WORK REQUIRED:
Each record below must be retyped exactly, with nothing left out.

________________

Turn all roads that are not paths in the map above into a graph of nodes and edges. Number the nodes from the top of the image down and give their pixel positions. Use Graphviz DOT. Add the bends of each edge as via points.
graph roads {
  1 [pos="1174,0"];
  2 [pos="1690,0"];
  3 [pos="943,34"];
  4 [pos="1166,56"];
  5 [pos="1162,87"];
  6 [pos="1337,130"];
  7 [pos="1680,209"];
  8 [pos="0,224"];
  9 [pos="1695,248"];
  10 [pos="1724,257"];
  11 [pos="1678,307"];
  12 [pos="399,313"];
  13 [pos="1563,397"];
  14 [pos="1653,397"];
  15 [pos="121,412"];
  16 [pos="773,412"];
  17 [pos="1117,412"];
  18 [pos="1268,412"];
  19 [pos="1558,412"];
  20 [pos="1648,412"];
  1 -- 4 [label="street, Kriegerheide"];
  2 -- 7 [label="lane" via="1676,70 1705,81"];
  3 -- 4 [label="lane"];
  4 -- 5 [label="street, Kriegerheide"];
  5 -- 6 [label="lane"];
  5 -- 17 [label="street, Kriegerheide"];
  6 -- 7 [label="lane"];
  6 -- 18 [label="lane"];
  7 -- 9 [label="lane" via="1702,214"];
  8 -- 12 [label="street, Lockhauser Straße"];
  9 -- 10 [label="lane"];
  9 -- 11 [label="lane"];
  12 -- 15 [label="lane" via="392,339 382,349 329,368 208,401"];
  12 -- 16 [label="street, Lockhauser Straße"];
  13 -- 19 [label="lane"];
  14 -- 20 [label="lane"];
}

________________

EXPECTED ANSWER:
Turn all roads that are not paths in the map above into a graph of nodes and edges. Number the nodes from the top of the image down and give their pixel positions. Use Graphviz DOT. Add the bends of each edge as via points.
graph roads {
  1 [pos="1174,0"];
  2 [pos="1690,0"];
  3 [pos="943,34"];
  4 [pos="1166,56"];
  5 [pos="1162,87"];
  6 [pos="1337,130"];
  7 [pos="1680,209"];
  8 [pos="0,224"];
  9 [pos="1695,248"];
  10 [pos="1724,257"];
  11 [pos="1678,307"];
  12 [pos="399,313"];
  13 [pos="1563,397"];
  14 [pos="1653,397"];
  15 [pos="121,412"];
  16 [pos="773,412"];
  17 [pos="1117,412"];
  18 [pos="1268,412"];
  19 [pos="1558,412"];
  20 [pos="1648,412"];
  1 -- 4 [label="street, Kriegerheide"];
  2 -- 7 [label="lane" via="1676,70 1705,81"];
  3 -- 4 [label="lane"];
  4 -- 5 [label="street, Kriegerheide"];
  5 -- 6 [label="lane"];
  5 -- 17 [label="street, Kriegerheide"];
  6 -- 7 [label="lane"];
  6 -- 18 [label="lane"];
  7 -- 9 [label="lane" via="1702,214"];
  8 -- 12 [label="street, Lockhauser Straße"];
  9 -- 10 [label="lane"];
  9 -- 11 [label="lane"];
  12 -- 15 [label="lane" via="392,339 382,349 329,368 208,401"];
  12 -- 16 [label="street, Lockhauser Straße"];
  13 -- 19 [label="lane"];
  14 -- 20 [label="lane"];
}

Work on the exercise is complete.